Task to complete >>
Please write the following entries out once more, exactly.
+++
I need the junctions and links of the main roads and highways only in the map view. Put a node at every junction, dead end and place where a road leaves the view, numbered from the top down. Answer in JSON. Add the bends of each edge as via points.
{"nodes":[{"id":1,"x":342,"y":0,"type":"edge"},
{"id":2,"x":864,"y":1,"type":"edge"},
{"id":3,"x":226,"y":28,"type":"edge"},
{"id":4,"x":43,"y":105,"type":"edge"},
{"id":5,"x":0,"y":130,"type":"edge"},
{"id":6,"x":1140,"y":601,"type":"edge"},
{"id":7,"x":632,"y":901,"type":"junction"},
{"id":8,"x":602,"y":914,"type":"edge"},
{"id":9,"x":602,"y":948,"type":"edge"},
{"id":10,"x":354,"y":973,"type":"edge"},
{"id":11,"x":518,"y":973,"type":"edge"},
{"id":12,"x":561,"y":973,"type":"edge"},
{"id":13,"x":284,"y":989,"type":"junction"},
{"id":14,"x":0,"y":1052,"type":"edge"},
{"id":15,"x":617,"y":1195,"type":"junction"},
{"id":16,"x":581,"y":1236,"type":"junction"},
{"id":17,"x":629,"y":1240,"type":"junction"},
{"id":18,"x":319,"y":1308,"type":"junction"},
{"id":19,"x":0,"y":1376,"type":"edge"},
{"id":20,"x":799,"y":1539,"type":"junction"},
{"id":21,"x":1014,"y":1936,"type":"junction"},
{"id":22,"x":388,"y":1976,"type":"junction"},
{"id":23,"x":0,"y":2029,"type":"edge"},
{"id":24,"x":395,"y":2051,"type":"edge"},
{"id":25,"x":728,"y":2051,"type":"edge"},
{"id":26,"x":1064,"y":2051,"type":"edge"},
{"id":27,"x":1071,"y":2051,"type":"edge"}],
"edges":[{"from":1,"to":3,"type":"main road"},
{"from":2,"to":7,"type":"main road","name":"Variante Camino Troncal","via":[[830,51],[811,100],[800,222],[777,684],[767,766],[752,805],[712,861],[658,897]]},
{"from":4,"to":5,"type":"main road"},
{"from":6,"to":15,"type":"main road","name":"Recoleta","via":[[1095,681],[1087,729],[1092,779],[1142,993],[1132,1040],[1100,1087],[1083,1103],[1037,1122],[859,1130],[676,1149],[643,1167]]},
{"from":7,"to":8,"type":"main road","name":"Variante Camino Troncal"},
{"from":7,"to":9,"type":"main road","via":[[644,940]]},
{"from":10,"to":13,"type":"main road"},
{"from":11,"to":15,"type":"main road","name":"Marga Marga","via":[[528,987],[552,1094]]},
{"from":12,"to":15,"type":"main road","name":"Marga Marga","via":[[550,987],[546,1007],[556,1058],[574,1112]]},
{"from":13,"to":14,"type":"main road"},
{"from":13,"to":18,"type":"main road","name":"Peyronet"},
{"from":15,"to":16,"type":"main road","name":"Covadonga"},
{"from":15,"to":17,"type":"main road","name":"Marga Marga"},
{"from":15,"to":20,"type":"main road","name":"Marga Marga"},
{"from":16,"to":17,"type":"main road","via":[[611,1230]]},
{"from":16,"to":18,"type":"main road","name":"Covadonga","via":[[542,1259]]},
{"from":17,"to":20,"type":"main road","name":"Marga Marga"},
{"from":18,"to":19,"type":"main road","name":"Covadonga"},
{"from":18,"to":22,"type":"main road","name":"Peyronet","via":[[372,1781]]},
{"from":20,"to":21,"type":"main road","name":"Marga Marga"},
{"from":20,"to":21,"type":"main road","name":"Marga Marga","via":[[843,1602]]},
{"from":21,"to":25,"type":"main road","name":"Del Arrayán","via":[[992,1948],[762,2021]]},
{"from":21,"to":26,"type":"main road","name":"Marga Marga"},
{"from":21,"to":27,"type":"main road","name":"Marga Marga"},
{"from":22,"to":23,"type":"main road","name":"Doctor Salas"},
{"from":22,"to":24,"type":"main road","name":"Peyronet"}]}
+++
Answer below >>
I need the junctions and links of the main roads and highways only in the map view. Put a node at every junction, dead end and place where a road leaves the view, numbered from the top down. Answer in JSON. Add the bends of each edge as via points.
{"nodes":[{"id":1,"x":342,"y":0,"type":"edge"},
{"id":2,"x":864,"y":1,"type":"edge"},
{"id":3,"x":226,"y":28,"type":"edge"},
{"id":4,"x":43,"y":105,"type":"edge"},
{"id":5,"x":0,"y":130,"type":"edge"},
{"id":6,"x":1140,"y":601,"type":"edge"},
{"id":7,"x":632,"y":901,"type":"junction"},
{"id":8,"x":602,"y":914,"type":"edge"},
{"id":9,"x":602,"y":948,"type":"edge"},
{"id":10,"x":354,"y":973,"type":"edge"},
{"id":11,"x":518,"y":973,"type":"edge"},
{"id":12,"x":561,"y":973,"type":"edge"},
{"id":13,"x":284,"y":989,"type":"junction"},
{"id":14,"x":0,"y":1052,"type":"edge"},
{"id":15,"x":617,"y":1195,"type":"junction"},
{"id":16,"x":581,"y":1236,"type":"junction"},
{"id":17,"x":629,"y":1240,"type":"junction"},
{"id":18,"x":319,"y":1308,"type":"junction"},
{"id":19,"x":0,"y":1376,"type":"edge"},
{"id":20,"x":799,"y":1539,"type":"junction"},
{"id":21,"x":1014,"y":1936,"type":"junction"},
{"id":22,"x":388,"y":1976,"type":"junction"},
{"id":23,"x":0,"y":2029,"type":"edge"},
{"id":24,"x":395,"y":2051,"type":"edge"},
{"id":25,"x":728,"y":2051,"type":"edge"},
{"id":26,"x":1064,"y":2051,"type":"edge"},
{"id":27,"x":1071,"y":2051,"type":"edge"}],
"edges":[{"from":1,"to":3,"type":"main road"},
{"from":2,"to":7,"type":"main road","name":"Variante Camino Troncal","via":[[830,51],[811,100],[800,222],[777,684],[767,766],[752,805],[712,861],[658,897]]},
{"from":4,"to":5,"type":"main road"},
{"from":6,"to":15,"type":"main road","name":"Recoleta","via":[[1095,681],[1087,729],[1092,779],[1142,993],[1132,1040],[1100,1087],[1083,1103],[1037,1122],[859,1130],[676,1149],[643,1167]]},
{"from":7,"to":8,"type":"main road","name":"Variante Camino Troncal"},
{"from":7,"to":9,"type":"main road","via":[[644,940]]},
{"from":10,"to":13,"type":"main road"},
{"from":11,"to":15,"type":"main road","name":"Marga Marga","via":[[528,987],[552,1094]]},
{"from":12,"to":15,"type":"main road","name":"Marga Marga","via":[[550,987],[546,1007],[556,1058],[574,1112]]},
{"from":13,"to":14,"type":"main road"},
{"from":13,"to":18,"type":"main road","name":"Peyronet"},
{"from":15,"to":16,"type":"main road","name":"Covadonga"},
{"from":15,"to":17,"type":"main road","name":"Marga Marga"},
{"from":15,"to":20,"type":"main road","name":"Marga Marga"},
{"from":16,"to":17,"type":"main road","via":[[611,1230]]},
{"from":16,"to":18,"type":"main road","name":"Covadonga","via":[[542,1259]]},
{"from":17,"to":20,"type":"main road","name":"Marga Marga"},
{"from":18,"to":19,"type":"main road","name":"Covadonga"},
{"from":18,"to":22,"type":"main road","name":"Peyronet","via":[[372,1781]]},
{"from":20,"to":21,"type":"main road","name":"Marga Marga"},
{"from":20,"to":21,"type":"main road","name":"Marga Marga","via":[[843,1602]]},
{"from":21,"to":25,"type":"main road","name":"Del Arrayán","via":[[992,1948],[762,2021]]},
{"from":21,"to":26,"type":"main road","name":"Marga Marga"},
{"from":21,"to":27,"type":"main road","name":"Marga Marga"},
{"from":22,"to":23,"type":"main road","name":"Doctor Salas"},
{"from":22,"to":24,"type":"main road","name":"Peyronet"}]}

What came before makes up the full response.